HomeChinese AmericanPatrick Mock & Joy Luck Palace accused of not paying $900,000 in...

Patrick Mock & Joy Luck Palace accused of not paying $900,000 in wages

By Louis Chan, AsAmNews National Correspondent

New York Chinatown business leader Patrick Mock, whose received acclaim for his charity work, is accused along with five other defendants of not paying back wages totaling about $945,000.

In 2019, the US District Court in New York ordered Mock, along with Yong Jin Chan, Tak M Yee, Qing Wen Chen, aka Tony Chen and the now closed Joy Luck Palace; to pay 19 former employees of the restaurant after the workers accused them of failure to pay minimum wage and overtime.

The defendants lost the case when they failed to show up to court to defend themselves, according to court papers obtained by AsAmNews.

Mock has rubbed shoulders with some of New York’s most powerful elected leaders and even received accolades from actor Will Smith for his work during the pandemic to feed Chinatown residents struggling to make ends meet.

Among those Mock names on his website as supporters of his food program are Assemblywoman Yuh-Line Niou and District Leader Jenny Low.

Mock is the manager and face of 46 Mott Bakery in New York’s Chinatown.

Vincent or Jin Ming Cao is one of the 19 former employees who sued for back wages.

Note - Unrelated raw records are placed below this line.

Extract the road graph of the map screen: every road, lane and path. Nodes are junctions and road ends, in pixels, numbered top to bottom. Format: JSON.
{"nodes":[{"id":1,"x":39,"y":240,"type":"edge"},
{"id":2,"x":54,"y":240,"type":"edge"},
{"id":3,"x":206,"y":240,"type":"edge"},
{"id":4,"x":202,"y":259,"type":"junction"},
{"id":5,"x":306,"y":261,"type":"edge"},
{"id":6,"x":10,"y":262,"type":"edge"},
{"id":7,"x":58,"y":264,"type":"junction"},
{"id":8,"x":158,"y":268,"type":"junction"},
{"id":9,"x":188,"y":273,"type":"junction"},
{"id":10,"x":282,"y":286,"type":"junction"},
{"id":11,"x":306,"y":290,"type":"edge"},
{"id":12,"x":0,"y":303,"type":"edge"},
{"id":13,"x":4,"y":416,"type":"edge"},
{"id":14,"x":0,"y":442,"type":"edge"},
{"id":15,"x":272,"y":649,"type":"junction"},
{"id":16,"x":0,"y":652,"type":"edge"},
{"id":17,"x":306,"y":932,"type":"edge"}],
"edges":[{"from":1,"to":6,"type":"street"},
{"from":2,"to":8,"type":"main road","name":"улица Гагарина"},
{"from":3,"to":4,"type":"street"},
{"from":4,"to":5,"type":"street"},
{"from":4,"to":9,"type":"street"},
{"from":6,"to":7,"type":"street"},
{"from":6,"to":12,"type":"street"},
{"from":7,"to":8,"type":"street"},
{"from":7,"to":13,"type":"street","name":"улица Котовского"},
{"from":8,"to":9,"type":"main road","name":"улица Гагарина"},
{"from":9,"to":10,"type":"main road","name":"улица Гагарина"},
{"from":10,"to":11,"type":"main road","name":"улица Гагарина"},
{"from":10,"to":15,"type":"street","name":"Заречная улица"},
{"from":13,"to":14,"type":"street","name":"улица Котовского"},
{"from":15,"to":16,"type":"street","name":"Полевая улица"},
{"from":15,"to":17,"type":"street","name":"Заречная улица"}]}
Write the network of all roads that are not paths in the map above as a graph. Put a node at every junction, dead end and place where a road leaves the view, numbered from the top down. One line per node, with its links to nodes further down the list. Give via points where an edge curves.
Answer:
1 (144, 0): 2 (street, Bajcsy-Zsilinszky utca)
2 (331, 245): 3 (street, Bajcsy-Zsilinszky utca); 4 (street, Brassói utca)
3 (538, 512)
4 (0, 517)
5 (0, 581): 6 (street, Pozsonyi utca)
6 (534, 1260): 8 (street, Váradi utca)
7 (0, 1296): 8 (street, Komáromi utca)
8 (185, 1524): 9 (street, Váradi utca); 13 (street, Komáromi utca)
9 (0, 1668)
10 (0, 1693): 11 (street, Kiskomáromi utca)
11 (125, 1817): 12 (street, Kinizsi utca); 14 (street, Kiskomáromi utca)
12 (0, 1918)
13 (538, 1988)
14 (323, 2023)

The court ordered the defendants to pay him $64,283 and he says he has not seen a penny of that judgment.

“They destroyed our jobs,” Cao said in a phone interview with AsAmNews. “They shut down the restaurant without letting us know.”

He said a dispute among the owners lead to the closure of the Joy Luck Palace in 2019. He described the dim sum business as brisk during the day and the restaurant filled with patrons attending banquets in the evening.

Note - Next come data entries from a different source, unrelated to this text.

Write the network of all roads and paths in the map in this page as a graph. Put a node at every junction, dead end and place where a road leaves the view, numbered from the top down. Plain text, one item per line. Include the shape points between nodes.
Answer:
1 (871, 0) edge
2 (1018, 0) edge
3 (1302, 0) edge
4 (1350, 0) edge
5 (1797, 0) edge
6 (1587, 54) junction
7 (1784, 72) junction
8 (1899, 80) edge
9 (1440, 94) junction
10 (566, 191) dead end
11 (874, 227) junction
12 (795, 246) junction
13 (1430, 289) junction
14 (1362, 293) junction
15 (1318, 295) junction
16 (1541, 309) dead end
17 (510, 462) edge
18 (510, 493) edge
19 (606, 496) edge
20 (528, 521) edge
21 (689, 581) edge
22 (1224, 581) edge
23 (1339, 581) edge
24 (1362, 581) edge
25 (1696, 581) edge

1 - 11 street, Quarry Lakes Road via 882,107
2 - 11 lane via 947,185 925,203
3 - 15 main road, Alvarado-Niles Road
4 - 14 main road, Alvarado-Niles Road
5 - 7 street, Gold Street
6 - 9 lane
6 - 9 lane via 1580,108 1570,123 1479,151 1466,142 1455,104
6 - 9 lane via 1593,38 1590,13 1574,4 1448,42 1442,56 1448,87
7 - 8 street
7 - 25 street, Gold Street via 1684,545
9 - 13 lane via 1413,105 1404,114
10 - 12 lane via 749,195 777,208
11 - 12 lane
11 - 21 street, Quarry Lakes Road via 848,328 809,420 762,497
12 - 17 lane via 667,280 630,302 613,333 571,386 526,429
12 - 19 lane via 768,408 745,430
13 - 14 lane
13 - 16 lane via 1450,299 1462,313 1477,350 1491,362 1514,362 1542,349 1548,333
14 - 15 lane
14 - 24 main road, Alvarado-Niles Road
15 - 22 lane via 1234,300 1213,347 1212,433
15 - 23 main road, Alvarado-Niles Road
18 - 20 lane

He said the restaurant failed to pay the workers the last two months before its closure. He also accuses the owners of not paying minimum wage and overtime during his nearly two years working for them.

Sarah Ahn of the Worker Center, a non-profit fighting for better working conditions, has been helping the workers with their struggle.

“It’s a common problem,” said Ahn. “You get a judgment and then its impossible to collect.”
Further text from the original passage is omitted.